Segment Start: Information supplied

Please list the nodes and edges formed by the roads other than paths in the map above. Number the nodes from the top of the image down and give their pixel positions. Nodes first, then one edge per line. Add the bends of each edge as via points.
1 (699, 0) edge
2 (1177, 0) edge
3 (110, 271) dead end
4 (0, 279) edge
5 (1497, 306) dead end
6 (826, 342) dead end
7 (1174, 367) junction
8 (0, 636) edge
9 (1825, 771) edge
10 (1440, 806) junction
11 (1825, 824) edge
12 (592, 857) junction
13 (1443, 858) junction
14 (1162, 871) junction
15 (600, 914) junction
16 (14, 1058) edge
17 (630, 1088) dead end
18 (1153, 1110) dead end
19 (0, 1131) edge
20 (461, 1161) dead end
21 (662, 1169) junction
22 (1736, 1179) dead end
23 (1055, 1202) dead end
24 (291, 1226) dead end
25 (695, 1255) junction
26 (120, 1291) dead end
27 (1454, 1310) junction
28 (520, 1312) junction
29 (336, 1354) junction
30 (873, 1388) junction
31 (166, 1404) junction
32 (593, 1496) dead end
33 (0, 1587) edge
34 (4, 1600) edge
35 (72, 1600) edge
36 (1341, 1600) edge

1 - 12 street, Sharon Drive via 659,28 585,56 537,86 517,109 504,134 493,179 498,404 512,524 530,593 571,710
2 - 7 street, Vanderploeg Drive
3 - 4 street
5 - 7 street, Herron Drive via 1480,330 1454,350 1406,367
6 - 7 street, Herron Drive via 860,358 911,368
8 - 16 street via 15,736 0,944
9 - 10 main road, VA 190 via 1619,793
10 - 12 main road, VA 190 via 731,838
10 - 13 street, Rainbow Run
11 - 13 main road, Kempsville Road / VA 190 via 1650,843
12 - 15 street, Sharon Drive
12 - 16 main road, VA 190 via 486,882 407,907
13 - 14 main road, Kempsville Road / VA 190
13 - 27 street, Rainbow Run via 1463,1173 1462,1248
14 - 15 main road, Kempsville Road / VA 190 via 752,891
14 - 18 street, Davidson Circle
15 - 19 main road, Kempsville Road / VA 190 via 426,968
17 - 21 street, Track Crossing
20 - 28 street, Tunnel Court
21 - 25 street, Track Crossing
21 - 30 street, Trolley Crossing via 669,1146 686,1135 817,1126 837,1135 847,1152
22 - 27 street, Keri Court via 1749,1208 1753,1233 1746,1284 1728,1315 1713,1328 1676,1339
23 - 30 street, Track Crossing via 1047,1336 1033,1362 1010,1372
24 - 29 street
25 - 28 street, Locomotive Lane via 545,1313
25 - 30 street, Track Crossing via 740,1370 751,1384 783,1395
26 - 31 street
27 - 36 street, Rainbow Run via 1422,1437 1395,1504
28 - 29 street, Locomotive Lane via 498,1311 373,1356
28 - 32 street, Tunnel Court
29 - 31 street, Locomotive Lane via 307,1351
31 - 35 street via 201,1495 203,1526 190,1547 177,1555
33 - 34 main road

Segment End: Information supplied

* _Work instruction_: Your task is an exact transcription of every line above.

* _The completed task_:
Please list the nodes and edges formed by the roads other than paths in the map above. Number the nodes from the top of the image down and give their pixel positions. Nodes first, then one edge per line. Add the bends of each edge as via points.
1 (699, 0) edge
2 (1177, 0) edge
3 (110, 271) dead end
4 (0, 279) edge
5 (1497, 306) dead end
6 (826, 342) dead end
7 (1174, 367) junction
8 (0, 636) edge
9 (1825, 771) edge
10 (1440, 806) junction
11 (1825, 824) edge
12 (592, 857) junction
13 (1443, 858) junction
14 (1162, 871) junction
15 (600, 914) junction
16 (14, 1058) edge
17 (630, 1088) dead end
18 (1153, 1110) dead end
19 (0, 1131) edge
20 (461, 1161) dead end
21 (662, 1169) junction
22 (1736, 1179) dead end
23 (1055, 1202) dead end
24 (291, 1226) dead end
25 (695, 1255) junction
26 (120, 1291) dead end
27 (1454, 1310) junction
28 (520, 1312) junction
29 (336, 1354) junction
30 (873, 1388) junction
31 (166, 1404) junction
32 (593, 1496) dead end
33 (0, 1587) edge
34 (4, 1600) edge
35 (72, 1600) edge
36 (1341, 1600) edge

1 - 12 street, Sharon Drive via 659,28 585,56 537,86 517,109 504,134 493,179 498,404 512,524 530,593 571,710
2 - 7 street, Vanderploeg Drive
3 - 4 street
5 - 7 street, Herron Drive via 1480,330 1454,350 1406,367
6 - 7 street, Herron Drive via 860,358 911,368
8 - 16 street via 15,736 0,944
9 - 10 main road, VA 190 via 1619,793
10 - 12 main road, VA 190 via 731,838
10 - 13 street, Rainbow Run
11 - 13 main road, Kempsville Road / VA 190 via 1650,843
12 - 15 street, Sharon Drive
12 - 16 main road, VA 190 via 486,882 407,907
13 - 14 main road, Kempsville Road / VA 190
13 - 27 street, Rainbow Run via 1463,1173 1462,1248
14 - 15 main road, Kempsville Road / VA 190 via 752,891
14 - 18 street, Davidson Circle
15 - 19 main road, Kempsville Road / VA 190 via 426,968
17 - 21 street, Track Crossing
20 - 28 street, Tunnel Court
21 - 25 street, Track Crossing
21 - 30 street, Trolley Crossing via 669,1146 686,1135 817,1126 837,1135 847,1152
22 - 27 street, Keri Court via 1749,1208 1753,1233 1746,1284 1728,1315 1713,1328 1676,1339
23 - 30 street, Track Crossing via 1047,1336 1033,1362 1010,1372
24 - 29 street
25 - 28 street, Locomotive Lane via 545,1313
25 - 30 street, Track Crossing via 740,1370 751,1384 783,1395
26 - 31 street
27 - 36 street, Rainbow Run via 1422,1437 1395,1504
28 - 29 street, Locomotive Lane via 498,1311 373,1356
28 - 32 street, Tunnel Court
29 - 31 street, Locomotive Lane via 307,1351
31 - 35 street via 201,1495 203,1526 190,1547 177,1555
33 - 34 main road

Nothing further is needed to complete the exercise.